:: MATERIAL FOR THIS TASK ::

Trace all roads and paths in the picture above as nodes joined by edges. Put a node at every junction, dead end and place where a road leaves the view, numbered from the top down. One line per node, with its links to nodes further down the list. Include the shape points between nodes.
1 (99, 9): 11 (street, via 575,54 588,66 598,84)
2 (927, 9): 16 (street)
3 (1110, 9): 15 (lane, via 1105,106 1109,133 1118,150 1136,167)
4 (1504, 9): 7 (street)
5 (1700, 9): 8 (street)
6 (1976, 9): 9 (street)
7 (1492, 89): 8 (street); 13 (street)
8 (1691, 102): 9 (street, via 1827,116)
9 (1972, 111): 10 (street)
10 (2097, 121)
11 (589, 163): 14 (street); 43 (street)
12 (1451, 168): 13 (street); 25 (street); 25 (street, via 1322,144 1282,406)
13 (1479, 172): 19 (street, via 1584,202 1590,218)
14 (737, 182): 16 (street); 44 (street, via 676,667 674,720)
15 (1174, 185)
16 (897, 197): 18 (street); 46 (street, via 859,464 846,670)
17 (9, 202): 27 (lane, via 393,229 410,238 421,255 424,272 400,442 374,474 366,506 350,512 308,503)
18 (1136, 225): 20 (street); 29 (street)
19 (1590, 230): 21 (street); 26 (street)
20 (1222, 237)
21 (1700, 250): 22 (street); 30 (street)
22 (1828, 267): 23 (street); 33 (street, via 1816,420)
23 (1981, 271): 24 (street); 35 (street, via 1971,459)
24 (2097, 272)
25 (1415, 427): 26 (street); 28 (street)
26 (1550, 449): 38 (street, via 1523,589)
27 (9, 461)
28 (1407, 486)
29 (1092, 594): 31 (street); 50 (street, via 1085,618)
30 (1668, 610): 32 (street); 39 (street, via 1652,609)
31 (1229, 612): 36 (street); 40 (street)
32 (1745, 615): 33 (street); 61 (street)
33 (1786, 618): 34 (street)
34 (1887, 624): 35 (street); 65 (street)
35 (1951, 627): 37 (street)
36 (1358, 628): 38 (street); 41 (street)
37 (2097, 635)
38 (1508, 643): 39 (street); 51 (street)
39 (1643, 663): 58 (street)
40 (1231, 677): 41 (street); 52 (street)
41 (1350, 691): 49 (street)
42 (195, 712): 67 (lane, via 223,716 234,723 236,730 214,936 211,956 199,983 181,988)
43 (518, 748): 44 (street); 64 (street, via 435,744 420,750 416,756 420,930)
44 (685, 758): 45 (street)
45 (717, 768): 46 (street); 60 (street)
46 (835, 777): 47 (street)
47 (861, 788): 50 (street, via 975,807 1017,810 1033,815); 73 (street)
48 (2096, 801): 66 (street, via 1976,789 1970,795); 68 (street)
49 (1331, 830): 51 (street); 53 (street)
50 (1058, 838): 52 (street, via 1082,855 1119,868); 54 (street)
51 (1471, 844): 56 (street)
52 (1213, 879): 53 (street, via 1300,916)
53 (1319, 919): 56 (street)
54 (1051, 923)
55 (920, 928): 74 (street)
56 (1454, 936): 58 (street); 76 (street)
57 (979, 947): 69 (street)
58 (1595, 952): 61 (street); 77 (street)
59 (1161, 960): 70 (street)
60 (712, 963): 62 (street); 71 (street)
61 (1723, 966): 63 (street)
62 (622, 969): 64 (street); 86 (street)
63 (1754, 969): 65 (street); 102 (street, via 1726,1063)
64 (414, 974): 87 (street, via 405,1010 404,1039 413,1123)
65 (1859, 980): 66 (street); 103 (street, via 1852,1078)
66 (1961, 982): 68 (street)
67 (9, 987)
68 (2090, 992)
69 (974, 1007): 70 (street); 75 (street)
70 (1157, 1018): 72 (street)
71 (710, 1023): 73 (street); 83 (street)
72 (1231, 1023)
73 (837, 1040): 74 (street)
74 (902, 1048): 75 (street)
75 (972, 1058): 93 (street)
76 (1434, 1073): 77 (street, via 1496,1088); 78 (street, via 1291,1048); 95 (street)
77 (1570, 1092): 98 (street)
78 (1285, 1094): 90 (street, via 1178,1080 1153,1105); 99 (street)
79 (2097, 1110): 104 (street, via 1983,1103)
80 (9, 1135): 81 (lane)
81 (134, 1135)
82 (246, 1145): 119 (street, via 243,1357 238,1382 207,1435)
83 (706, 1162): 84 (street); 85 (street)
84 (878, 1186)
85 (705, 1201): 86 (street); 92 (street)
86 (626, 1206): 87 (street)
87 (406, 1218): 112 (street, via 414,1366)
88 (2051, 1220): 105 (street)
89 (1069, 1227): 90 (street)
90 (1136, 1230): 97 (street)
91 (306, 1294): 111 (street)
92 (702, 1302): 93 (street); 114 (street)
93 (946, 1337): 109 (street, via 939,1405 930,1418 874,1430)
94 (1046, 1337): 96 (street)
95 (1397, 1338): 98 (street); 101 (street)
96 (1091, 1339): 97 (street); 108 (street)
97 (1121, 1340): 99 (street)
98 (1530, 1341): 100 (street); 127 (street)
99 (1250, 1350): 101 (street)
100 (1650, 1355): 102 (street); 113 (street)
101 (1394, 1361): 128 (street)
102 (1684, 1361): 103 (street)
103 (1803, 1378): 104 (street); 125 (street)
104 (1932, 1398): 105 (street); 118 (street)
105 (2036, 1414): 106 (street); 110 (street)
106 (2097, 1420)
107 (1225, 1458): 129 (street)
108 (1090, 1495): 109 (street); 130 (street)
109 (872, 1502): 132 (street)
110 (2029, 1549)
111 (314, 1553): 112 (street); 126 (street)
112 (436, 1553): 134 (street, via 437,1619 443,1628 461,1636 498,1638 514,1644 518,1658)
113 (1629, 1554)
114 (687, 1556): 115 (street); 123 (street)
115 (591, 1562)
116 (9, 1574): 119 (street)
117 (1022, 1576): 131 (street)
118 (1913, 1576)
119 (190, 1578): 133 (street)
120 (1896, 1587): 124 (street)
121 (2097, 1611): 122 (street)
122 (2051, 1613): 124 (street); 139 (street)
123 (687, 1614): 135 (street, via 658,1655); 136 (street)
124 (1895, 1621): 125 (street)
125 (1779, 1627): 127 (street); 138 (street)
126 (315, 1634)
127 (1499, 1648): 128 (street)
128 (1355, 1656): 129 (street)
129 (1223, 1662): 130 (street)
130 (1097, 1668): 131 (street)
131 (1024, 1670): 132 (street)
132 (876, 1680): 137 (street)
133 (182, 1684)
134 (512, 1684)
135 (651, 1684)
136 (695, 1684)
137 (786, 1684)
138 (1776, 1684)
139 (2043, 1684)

:::

▶ [PROBLEM DETAILS]
Would you be able to transcribe every line of the data exactly?

▶ [WRITTEN ANSWER]
Trace all roads and paths in the picture above as nodes joined by edges. Put a node at every junction, dead end and place where a road leaves the view, numbered from the top down. One line per node, with its links to nodes further down the list. Include the shape points between nodes.
1 (99, 9): 11 (street, via 575,54 588,66 598,84)
2 (927, 9): 16 (street)
3 (1110, 9): 15 (lane, via 1105,106 1109,133 1118,150 1136,167)
4 (1504, 9): 7 (street)
5 (1700, 9): 8 (street)
6 (1976, 9): 9 (street)
7 (1492, 89): 8 (street); 13 (street)
8 (1691, 102): 9 (street, via 1827,116)
9 (1972, 111): 10 (street)
10 (2097, 121)
11 (589, 163): 14 (street); 43 (street)
12 (1451, 168): 13 (street); 25 (street); 25 (street, via 1322,144 1282,406)
13 (1479, 172): 19 (street, via 1584,202 1590,218)
14 (737, 182): 16 (street); 44 (street, via 676,667 674,720)
15 (1174, 185)
16 (897, 197): 18 (street); 46 (street, via 859,464 846,670)
17 (9, 202): 27 (lane, via 393,229 410,238 421,255 424,272 400,442 374,474 366,506 350,512 308,503)
18 (1136, 225): 20 (street); 29 (street)
19 (1590, 230): 21 (street); 26 (street)
20 (1222, 237)
21 (1700, 250): 22 (street); 30 (street)
22 (1828, 267): 23 (street); 33 (street, via 1816,420)
23 (1981, 271): 24 (street); 35 (street, via 1971,459)
24 (2097, 272)
25 (1415, 427): 26 (street); 28 (street)
26 (1550, 449): 38 (street, via 1523,589)
27 (9, 461)
28 (1407, 486)
29 (1092, 594): 31 (street); 50 (street, via 1085,618)
30 (1668, 610): 32 (street); 39 (street, via 1652,609)
31 (1229, 612): 36 (street); 40 (street)
32 (1745, 615): 33 (street); 61 (street)
33 (1786, 618): 34 (street)
34 (1887, 624): 35 (street); 65 (street)
35 (1951, 627): 37 (street)
36 (1358, 628): 38 (street); 41 (street)
37 (2097, 635)
38 (1508, 643): 39 (street); 51 (street)
39 (1643, 663): 58 (street)
40 (1231, 677): 41 (street); 52 (street)
41 (1350, 691): 49 (street)
42 (195, 712): 67 (lane, via 223,716 234,723 236,730 214,936 211,956 199,983 181,988)
43 (518, 748): 44 (street); 64 (street, via 435,744 420,750 416,756 420,930)
44 (685, 758): 45 (street)
45 (717, 768): 46 (street); 60 (street)
46 (835, 777): 47 (street)
47 (861, 788): 50 (street, via 975,807 1017,810 1033,815); 73 (street)
48 (2096, 801): 66 (street, via 1976,789 1970,795); 68 (street)
49 (1331, 830): 51 (street); 53 (street)
50 (1058, 838): 52 (street, via 1082,855 1119,868); 54 (street)
51 (1471, 844): 56 (street)
52 (1213, 879): 53 (street, via 1300,916)
53 (1319, 919): 56 (street)
54 (1051, 923)
55 (920, 928): 74 (street)
56 (1454, 936): 58 (street); 76 (street)
57 (979, 947): 69 (street)
58 (1595, 952): 61 (street); 77 (street)
59 (1161, 960): 70 (street)
60 (712, 963): 62 (street); 71 (street)
61 (1723, 966): 63 (street)
62 (622, 969): 64 (street); 86 (street)
63 (1754, 969): 65 (street); 102 (street, via 1726,1063)
64 (414, 974): 87 (street, via 405,1010 404,1039 413,1123)
65 (1859, 980): 66 (street); 103 (street, via 1852,1078)
66 (1961, 982): 68 (street)
67 (9, 987)
68 (2090, 992)
69 (974, 1007): 70 (street); 75 (street)
70 (1157, 1018): 72 (street)
71 (710, 1023): 73 (street); 83 (street)
72 (1231, 1023)
73 (837, 1040): 74 (street)
74 (902, 1048): 75 (street)
75 (972, 1058): 93 (street)
76 (1434, 1073): 77 (street, via 1496,1088); 78 (street, via 1291,1048); 95 (street)
77 (1570, 1092): 98 (street)
78 (1285, 1094): 90 (street, via 1178,1080 1153,1105); 99 (street)
79 (2097, 1110): 104 (street, via 1983,1103)
80 (9, 1135): 81 (lane)
81 (134, 1135)
82 (246, 1145): 119 (street, via 243,1357 238,1382 207,1435)
83 (706, 1162): 84 (street); 85 (street)
84 (878, 1186)
85 (705, 1201): 86 (street); 92 (street)
86 (626, 1206): 87 (street)
87 (406, 1218): 112 (street, via 414,1366)
88 (2051, 1220): 105 (street)
89 (1069, 1227): 90 (street)
90 (1136, 1230): 97 (street)
91 (306, 1294): 111 (street)
92 (702, 1302): 93 (street); 114 (street)
93 (946, 1337): 109 (street, via 939,1405 930,1418 874,1430)
94 (1046, 1337): 96 (street)
95 (1397, 1338): 98 (street); 101 (street)
96 (1091, 1339): 97 (street); 108 (street)
97 (1121, 1340): 99 (street)
98 (1530, 1341): 100 (street); 127 (street)
99 (1250, 1350): 101 (street)
100 (1650, 1355): 102 (street); 113 (street)
101 (1394, 1361): 128 (street)
102 (1684, 1361): 103 (street)
103 (1803, 1378): 104 (street); 125 (street)
104 (1932, 1398): 105 (street); 118 (street)
105 (2036, 1414): 106 (street); 110 (street)
106 (2097, 1420)
107 (1225, 1458): 129 (street)
108 (1090, 1495): 109 (street); 130 (street)
109 (872, 1502): 132 (street)
110 (2029, 1549)
111 (314, 1553): 112 (street); 126 (street)
112 (436, 1553): 134 (street, via 437,1619 443,1628 461,1636 498,1638 514,1644 518,1658)
113 (1629, 1554)
114 (687, 1556): 115 (street); 123 (street)
115 (591, 1562)
116 (9, 1574): 119 (street)
117 (1022, 1576): 131 (street)
118 (1913, 1576)
119 (190, 1578): 133 (street)
120 (1896, 1587): 124 (street)
121 (2097, 1611): 122 (street)
122 (2051, 1613): 124 (street); 139 (street)
123 (687, 1614): 135 (street, via 658,1655); 136 (street)
124 (1895, 1621): 125 (street)
125 (1779, 1627): 127 (street); 138 (street)
126 (315, 1634)
127 (1499, 1648): 128 (street)
128 (1355, 1656): 129 (street)
129 (1223, 1662): 130 (street)
130 (1097, 1668): 131 (street)
131 (1024, 1670): 132 (street)
132 (876, 1680): 137 (street)
133 (182, 1684)
134 (512, 1684)
135 (651, 1684)
136 (695, 1684)
137 (786, 1684)
138 (1776, 1684)
139 (2043, 1684)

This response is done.